Required action: What you return should match the data exactly, from the first line to the last.

Records supplied:
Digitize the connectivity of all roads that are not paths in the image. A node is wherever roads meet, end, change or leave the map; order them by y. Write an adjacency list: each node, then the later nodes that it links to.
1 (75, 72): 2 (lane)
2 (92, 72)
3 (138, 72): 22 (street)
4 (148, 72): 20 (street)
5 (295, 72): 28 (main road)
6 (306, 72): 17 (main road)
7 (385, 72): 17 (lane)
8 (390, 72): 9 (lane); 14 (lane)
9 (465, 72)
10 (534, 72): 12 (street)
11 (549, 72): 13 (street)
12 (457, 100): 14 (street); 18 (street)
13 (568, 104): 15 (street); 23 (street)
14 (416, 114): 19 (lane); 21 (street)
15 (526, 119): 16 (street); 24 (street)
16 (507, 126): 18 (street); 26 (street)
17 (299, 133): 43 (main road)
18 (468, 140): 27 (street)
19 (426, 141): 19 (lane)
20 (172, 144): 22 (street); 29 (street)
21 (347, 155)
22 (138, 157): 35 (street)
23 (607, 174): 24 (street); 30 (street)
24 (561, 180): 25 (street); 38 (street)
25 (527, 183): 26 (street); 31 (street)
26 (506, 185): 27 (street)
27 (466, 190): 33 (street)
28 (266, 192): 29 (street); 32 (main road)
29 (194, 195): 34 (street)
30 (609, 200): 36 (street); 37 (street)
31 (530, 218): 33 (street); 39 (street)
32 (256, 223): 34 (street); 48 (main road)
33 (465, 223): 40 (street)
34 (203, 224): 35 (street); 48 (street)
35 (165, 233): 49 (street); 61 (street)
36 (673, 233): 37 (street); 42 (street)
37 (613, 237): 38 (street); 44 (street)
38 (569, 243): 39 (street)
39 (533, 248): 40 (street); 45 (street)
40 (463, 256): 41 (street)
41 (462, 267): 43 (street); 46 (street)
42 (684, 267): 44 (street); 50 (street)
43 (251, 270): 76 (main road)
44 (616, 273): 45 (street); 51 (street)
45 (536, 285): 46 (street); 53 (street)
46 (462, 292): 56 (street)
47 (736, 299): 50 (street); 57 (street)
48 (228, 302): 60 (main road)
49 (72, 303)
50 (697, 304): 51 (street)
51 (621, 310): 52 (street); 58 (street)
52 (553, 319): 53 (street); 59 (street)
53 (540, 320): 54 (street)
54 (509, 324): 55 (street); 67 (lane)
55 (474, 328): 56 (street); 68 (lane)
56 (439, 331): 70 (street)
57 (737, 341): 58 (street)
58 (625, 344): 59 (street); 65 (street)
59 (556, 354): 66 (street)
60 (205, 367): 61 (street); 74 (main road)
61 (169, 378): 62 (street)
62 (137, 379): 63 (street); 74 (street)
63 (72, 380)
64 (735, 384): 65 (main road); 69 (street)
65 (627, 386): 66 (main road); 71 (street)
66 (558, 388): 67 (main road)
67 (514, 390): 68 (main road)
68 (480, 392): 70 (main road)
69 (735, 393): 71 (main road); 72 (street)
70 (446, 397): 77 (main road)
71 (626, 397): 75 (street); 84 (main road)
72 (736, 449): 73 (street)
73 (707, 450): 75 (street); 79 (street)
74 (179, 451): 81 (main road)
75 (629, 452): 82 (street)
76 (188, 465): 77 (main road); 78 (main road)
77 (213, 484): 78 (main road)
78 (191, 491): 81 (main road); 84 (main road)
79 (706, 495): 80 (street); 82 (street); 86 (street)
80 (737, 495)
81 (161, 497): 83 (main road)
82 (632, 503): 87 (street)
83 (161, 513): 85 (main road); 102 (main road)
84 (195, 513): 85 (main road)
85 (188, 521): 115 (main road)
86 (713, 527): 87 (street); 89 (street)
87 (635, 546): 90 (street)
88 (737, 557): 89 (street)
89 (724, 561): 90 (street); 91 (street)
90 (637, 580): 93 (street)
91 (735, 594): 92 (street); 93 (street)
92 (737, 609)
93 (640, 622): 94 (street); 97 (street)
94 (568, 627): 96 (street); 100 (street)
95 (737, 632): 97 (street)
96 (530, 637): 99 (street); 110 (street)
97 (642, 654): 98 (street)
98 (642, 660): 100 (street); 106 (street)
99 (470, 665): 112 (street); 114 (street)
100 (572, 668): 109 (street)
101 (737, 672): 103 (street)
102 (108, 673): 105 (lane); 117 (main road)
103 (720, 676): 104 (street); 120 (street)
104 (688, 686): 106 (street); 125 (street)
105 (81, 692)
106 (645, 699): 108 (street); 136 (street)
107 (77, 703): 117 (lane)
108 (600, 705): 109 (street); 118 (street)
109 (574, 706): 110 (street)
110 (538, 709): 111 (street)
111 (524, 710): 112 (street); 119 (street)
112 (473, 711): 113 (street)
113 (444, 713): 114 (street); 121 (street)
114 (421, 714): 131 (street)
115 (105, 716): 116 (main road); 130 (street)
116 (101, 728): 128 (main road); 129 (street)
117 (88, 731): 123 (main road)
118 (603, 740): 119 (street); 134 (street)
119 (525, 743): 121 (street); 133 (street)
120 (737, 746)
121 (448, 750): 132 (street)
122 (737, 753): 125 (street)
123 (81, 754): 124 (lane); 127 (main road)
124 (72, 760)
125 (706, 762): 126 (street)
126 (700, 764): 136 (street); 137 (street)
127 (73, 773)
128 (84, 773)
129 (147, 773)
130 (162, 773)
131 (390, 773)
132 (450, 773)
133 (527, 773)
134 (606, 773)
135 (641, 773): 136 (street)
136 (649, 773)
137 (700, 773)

Answer space:
Digitize the connectivity of all roads that are not paths in the image. A node is wherever roads meet, end, change or leave the map; order them by y. Write an adjacency list: each node, then the later nodes that it links to.
1 (75, 72): 2 (lane)
2 (92, 72)
3 (138, 72): 22 (street)
4 (148, 72): 20 (street)
5 (295, 72): 28 (main road)
6 (306, 72): 17 (main road)
7 (385, 72): 17 (lane)
8 (390, 72): 9 (lane); 14 (lane)
9 (465, 72)
10 (534, 72): 12 (street)
11 (549, 72): 13 (street)
12 (457, 100): 14 (street); 18 (street)
13 (568, 104): 15 (street); 23 (street)
14 (416, 114): 19 (lane); 21 (street)
15 (526, 119): 16 (street); 24 (street)
16 (507, 126): 18 (street); 26 (street)
17 (299, 133): 43 (main road)
18 (468, 140): 27 (street)
19 (426, 141): 19 (lane)
20 (172, 144): 22 (street); 29 (street)
21 (347, 155)
22 (138, 157): 35 (street)
23 (607, 174): 24 (street); 30 (street)
24 (561, 180): 25 (street); 38 (street)
25 (527, 183): 26 (street); 31 (street)
26 (506, 185): 27 (street)
27 (466, 190): 33 (street)
28 (266, 192): 29 (street); 32 (main road)
29 (194, 195): 34 (street)
30 (609, 200): 36 (street); 37 (street)
31 (530, 218): 33 (street); 39 (street)
32 (256, 223): 34 (street); 48 (main road)
33 (465, 223): 40 (street)
34 (203, 224): 35 (street); 48 (street)
35 (165, 233): 49 (street); 61 (street)
36 (673, 233): 37 (street); 42 (street)
37 (613, 237): 38 (street); 44 (street)
38 (569, 243): 39 (street)
39 (533, 248): 40 (street); 45 (street)
40 (463, 256): 41 (street)
41 (462, 267): 43 (street); 46 (street)
42 (684, 267): 44 (street); 50 (street)
43 (251, 270): 76 (main road)
44 (616, 273): 45 (street); 51 (street)
45 (536, 285): 46 (street); 53 (street)
46 (462, 292): 56 (street)
47 (736, 299): 50 (street); 57 (street)
48 (228, 302): 60 (main road)
49 (72, 303)
50 (697, 304): 51 (street)
51 (621, 310): 52 (street); 58 (street)
52 (553, 319): 53 (street); 59 (street)
53 (540, 320): 54 (street)
54 (509, 324): 55 (street); 67 (lane)
55 (474, 328): 56 (street); 68 (lane)
56 (439, 331): 70 (street)
57 (737, 341): 58 (street)
58 (625, 344): 59 (street); 65 (street)
59 (556, 354): 66 (street)
60 (205, 367): 61 (street); 74 (main road)
61 (169, 378): 62 (street)
62 (137, 379): 63 (street); 74 (street)
63 (72, 380)
64 (735, 384): 65 (main road); 69 (street)
65 (627, 386): 66 (main road); 71 (street)
66 (558, 388): 67 (main road)
67 (514, 390): 68 (main road)
68 (480, 392): 70 (main road)
69 (735, 393): 71 (main road); 72 (street)
70 (446, 397): 77 (main road)
71 (626, 397): 75 (street); 84 (main road)
72 (736, 449): 73 (street)
73 (707, 450): 75 (street); 79 (street)
74 (179, 451): 81 (main road)
75 (629, 452): 82 (street)
76 (188, 465): 77 (main road); 78 (main road)
77 (213, 484): 78 (main road)
78 (191, 491): 81 (main road); 84 (main road)
79 (706, 495): 80 (street); 82 (street); 86 (street)
80 (737, 495)
81 (161, 497): 83 (main road)
82 (632, 503): 87 (street)
83 (161, 513): 85 (main road); 102 (main road)
84 (195, 513): 85 (main road)
85 (188, 521): 115 (main road)
86 (713, 527): 87 (street); 89 (street)
87 (635, 546): 90 (street)
88 (737, 557): 89 (street)
89 (724, 561): 90 (street); 91 (street)
90 (637, 580): 93 (street)
91 (735, 594): 92 (street); 93 (street)
92 (737, 609)
93 (640, 622): 94 (street); 97 (street)
94 (568, 627): 96 (street); 100 (street)
95 (737, 632): 97 (street)
96 (530, 637): 99 (street); 110 (street)
97 (642, 654): 98 (street)
98 (642, 660): 100 (street); 106 (street)
99 (470, 665): 112 (street); 114 (street)
100 (572, 668): 109 (street)
101 (737, 672): 103 (street)
102 (108, 673): 105 (lane); 117 (main road)
103 (720, 676): 104 (street); 120 (street)
104 (688, 686): 106 (street); 125 (street)
105 (81, 692)
106 (645, 699): 108 (street); 136 (street)
107 (77, 703): 117 (lane)
108 (600, 705): 109 (street); 118 (street)
109 (574, 706): 110 (street)
110 (538, 709): 111 (street)
111 (524, 710): 112 (street); 119 (street)
112 (473, 711): 113 (street)
113 (444, 713): 114 (street); 121 (street)
114 (421, 714): 131 (street)
115 (105, 716): 116 (main road); 130 (street)
116 (101, 728): 128 (main road); 129 (street)
117 (88, 731): 123 (main road)
118 (603, 740): 119 (street); 134 (street)
119 (525, 743): 121 (street); 133 (street)
120 (737, 746)
121 (448, 750): 132 (street)
122 (737, 753): 125 (street)
123 (81, 754): 124 (lane); 127 (main road)
124 (72, 760)
125 (706, 762): 126 (street)
126 (700, 764): 136 (street); 137 (street)
127 (73, 773)
128 (84, 773)
129 (147, 773)
130 (162, 773)
131 (390, 773)
132 (450, 773)
133 (527, 773)
134 (606, 773)
135 (641, 773): 136 (street)
136 (649, 773)
137 (700, 773)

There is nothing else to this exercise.